Il 24° Florence Korean Film Fest entra nel vivo e il pubblico inizia, pian piano, a far sentire il proprio calore per alcune delle opere presentate in sala.
People and Meat (film che abbiamo recensito qui) è sicuramente un film che sta raccogliendo molti consensi, sia tra il pubblico che tra gli addetti ai lavori ma, essendo il film d’apertura, resta fuori dai giochi per la vittoria. Il foyer, in questo momento, sembra potersi dividere tra “Hallan“, storia devastante sul massacro di Jeju della regista Ha Myung-mi, e “The People Upstairs“, divertentissima commedia corale di Ha Jung-woo e remake del film spagnolo “Sentimental”.
Ha invece lasciato tutti perplessi “Halo“, ansiogena e visionaria esperienza del regista Roh Young-wan: primissimi piani e campi larghi sfocati, appena accennati, fanno sentire allo spettatore tutta la sofferenza vissuta dal protagonista.
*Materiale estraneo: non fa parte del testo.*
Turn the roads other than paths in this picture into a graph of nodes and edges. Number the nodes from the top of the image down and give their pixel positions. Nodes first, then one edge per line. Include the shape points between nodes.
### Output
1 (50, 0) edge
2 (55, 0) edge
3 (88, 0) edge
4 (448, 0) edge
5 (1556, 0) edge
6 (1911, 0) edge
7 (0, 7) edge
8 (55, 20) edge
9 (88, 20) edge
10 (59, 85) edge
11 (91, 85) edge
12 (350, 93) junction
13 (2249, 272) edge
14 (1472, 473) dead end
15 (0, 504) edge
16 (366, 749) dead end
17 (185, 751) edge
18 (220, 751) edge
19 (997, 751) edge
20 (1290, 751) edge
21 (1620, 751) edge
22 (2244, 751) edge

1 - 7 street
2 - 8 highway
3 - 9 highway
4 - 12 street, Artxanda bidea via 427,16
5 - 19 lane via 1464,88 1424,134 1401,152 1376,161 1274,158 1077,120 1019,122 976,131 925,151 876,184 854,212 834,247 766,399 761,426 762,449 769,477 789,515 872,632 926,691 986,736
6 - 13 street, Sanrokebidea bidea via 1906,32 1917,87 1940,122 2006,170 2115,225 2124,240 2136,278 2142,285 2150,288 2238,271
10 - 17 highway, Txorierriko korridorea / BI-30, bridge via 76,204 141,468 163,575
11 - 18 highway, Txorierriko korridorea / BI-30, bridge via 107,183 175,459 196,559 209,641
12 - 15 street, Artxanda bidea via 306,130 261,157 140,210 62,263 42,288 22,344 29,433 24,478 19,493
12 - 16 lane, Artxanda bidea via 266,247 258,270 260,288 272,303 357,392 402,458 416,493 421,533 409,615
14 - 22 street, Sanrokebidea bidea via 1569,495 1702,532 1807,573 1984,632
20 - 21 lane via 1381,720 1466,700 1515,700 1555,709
Non sembra aver lasciato il segno “Yadang: The Snitch“, poliziesco in pieno stile sudcoreano che ha una trama un po’ troppo scontata e un finale senza sorprese.
Ottima è stata l’accoglienza ottenuta da “Frosted Window“, delicato racconto in tre atti che esplora le stagioni e i ricordi nel quartiere Seochon di Seul: complimenti al regista Kim Jong-kwan, presente in sala.
A nostro avviso “Hallan” è una spanna sopra agli altri film finora in concorso, con una giovanissima e bravissima Kim Min-chae, ma “The People Upstairs” potrebbe essere una sorpresa interessante, che ben si colloca rispetto al film originale da cui prende ispirazione.